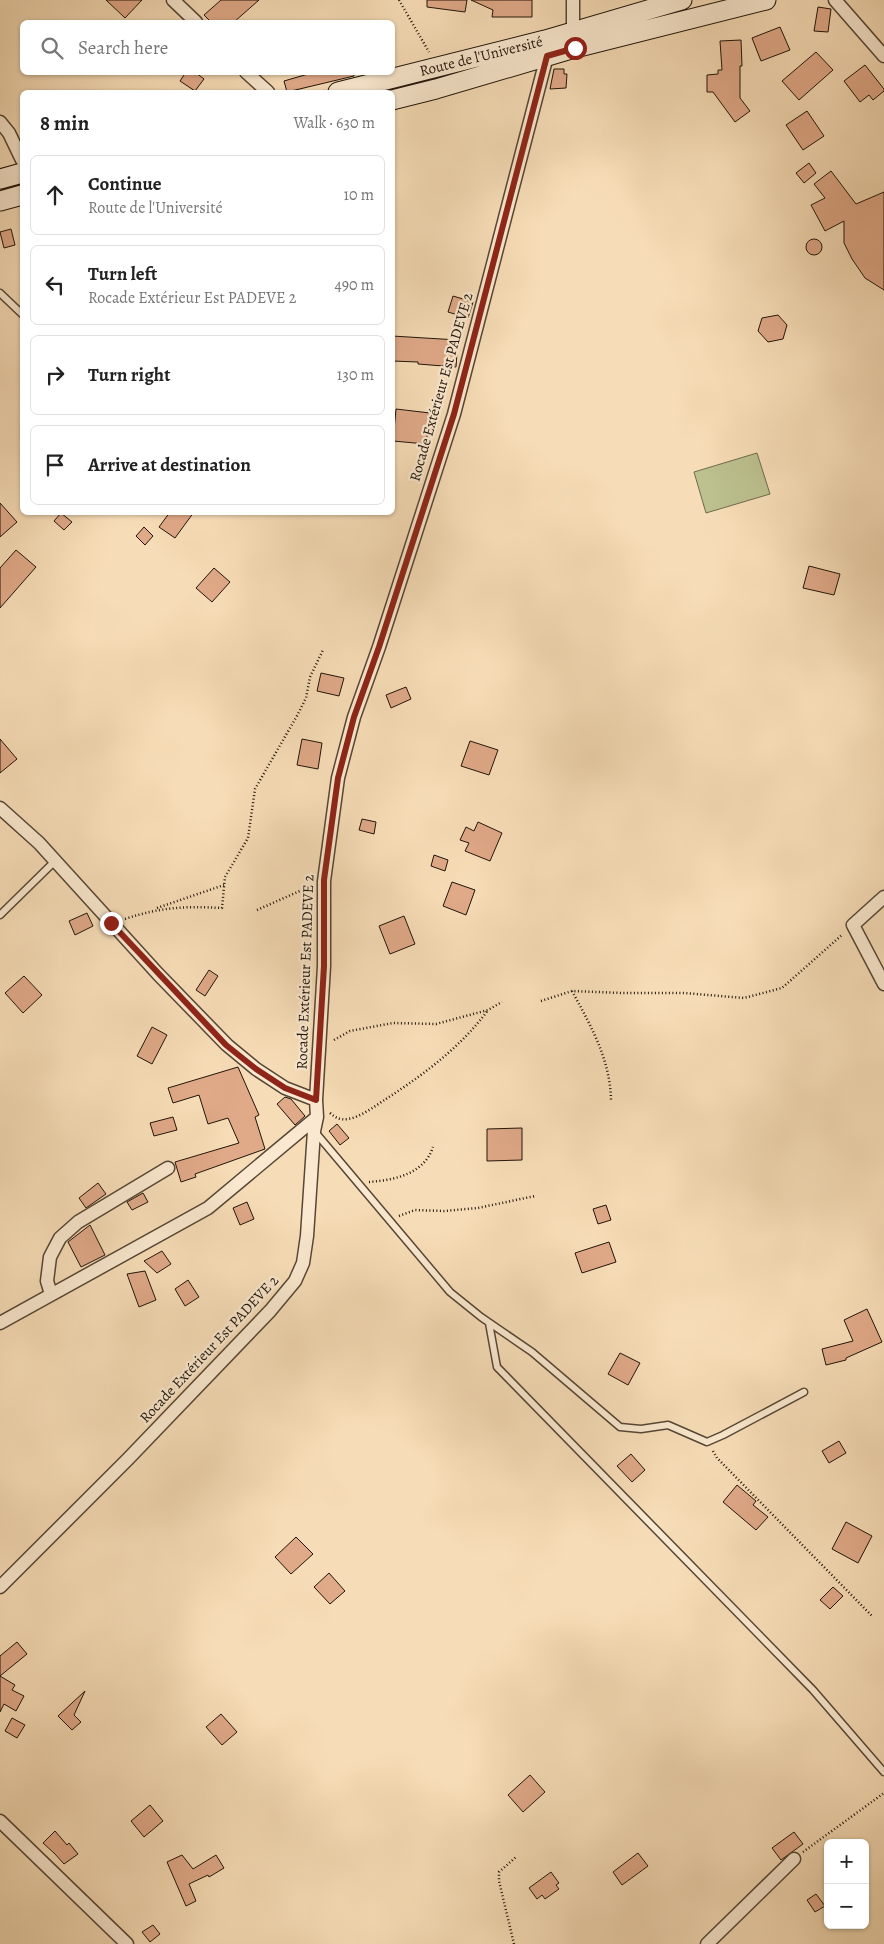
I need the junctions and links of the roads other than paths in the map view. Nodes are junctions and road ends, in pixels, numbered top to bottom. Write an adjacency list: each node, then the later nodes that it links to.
1 (173, 0): 6 (street)
2 (573, 0): 7 (street)
3 (682, 0): 7 (main road, Route de l'Université)
4 (766, 0): 8 (main road, Route de l'Université)
5 (835, 0): 9 (street)
6 (194, 20)
7 (574, 32): 12 (main road, Route de l'Université)
8 (547, 56): 13 (main road, Route de l'Université); 27 (street, Rocade Extérieur Est PADEVE 2)
9 (884, 56)
10 (249, 75): 11 (street)
11 (266, 90)
12 (346, 90)
13 (395, 99)
14 (0, 122): 15 (street)
15 (20, 156)
16 (20, 174): 17 (main road)
17 (0, 179)
18 (20, 196): 19 (main road)
19 (0, 201)
20 (0, 292): 21 (lane)
21 (20, 312)
22 (0, 808): 23 (street)
23 (55, 862): 25 (lane); 27 (street)
24 (884, 897): 26 (street)
25 (0, 915)
26 (884, 984)
27 (316, 1100): 28 (street, Rocade Extérieur Est PADEVE 2)
28 (317, 1117): 29 (street, Rocade Extérieur Est PADEVE 2); 31 (street)
29 (314, 1131): 33 (lane); 35 (street, Rocade Extérieur Est PADEVE 2)
30 (168, 1168): 31 (street)
31 (51, 1294): 32 (street)
32 (0, 1323)
33 (489, 1323): 34 (lane); 36 (lane)
34 (804, 1392)
35 (0, 1587)
36 (884, 1772)
37 (0, 1821): 39 (street)
38 (794, 1859): 40 (street)
39 (127, 1944)
40 (707, 1944)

* _Work item_: Except for the pictures, print the data above exactly.

* _Answer for this exercise_:
I need the junctions and links of the roads other than paths in the map view. Nodes are junctions and road ends, in pixels, numbered top to bottom. Write an adjacency list: each node, then the later nodes that it links to.
1 (173, 0): 6 (street)
2 (573, 0): 7 (street)
3 (682, 0): 7 (main road, Route de l'Université)
4 (766, 0): 8 (main road, Route de l'Université)
5 (835, 0): 9 (street)
6 (194, 20)
7 (574, 32): 12 (main road, Route de l'Université)
8 (547, 56): 13 (main road, Route de l'Université); 27 (street, Rocade Extérieur Est PADEVE 2)
9 (884, 56)
10 (249, 75): 11 (street)
11 (266, 90)
12 (346, 90)
13 (395, 99)
14 (0, 122): 15 (street)
15 (20, 156)
16 (20, 174): 17 (main road)
17 (0, 179)
18 (20, 196): 19 (main road)
19 (0, 201)
20 (0, 292): 21 (lane)
21 (20, 312)
22 (0, 808): 23 (street)
23 (55, 862): 25 (lane); 27 (street)
24 (884, 897): 26 (street)
25 (0, 915)
26 (884, 984)
27 (316, 1100): 28 (street, Rocade Extérieur Est PADEVE 2)
28 (317, 1117): 29 (street, Rocade Extérieur Est PADEVE 2); 31 (street)
29 (314, 1131): 33 (lane); 35 (street, Rocade Extérieur Est PADEVE 2)
30 (168, 1168): 31 (street)
31 (51, 1294): 32 (street)
32 (0, 1323)
33 (489, 1323): 34 (lane); 36 (lane)
34 (804, 1392)
35 (0, 1587)
36 (884, 1772)
37 (0, 1821): 39 (street)
38 (794, 1859): 40 (street)
39 (127, 1944)
40 (707, 1944)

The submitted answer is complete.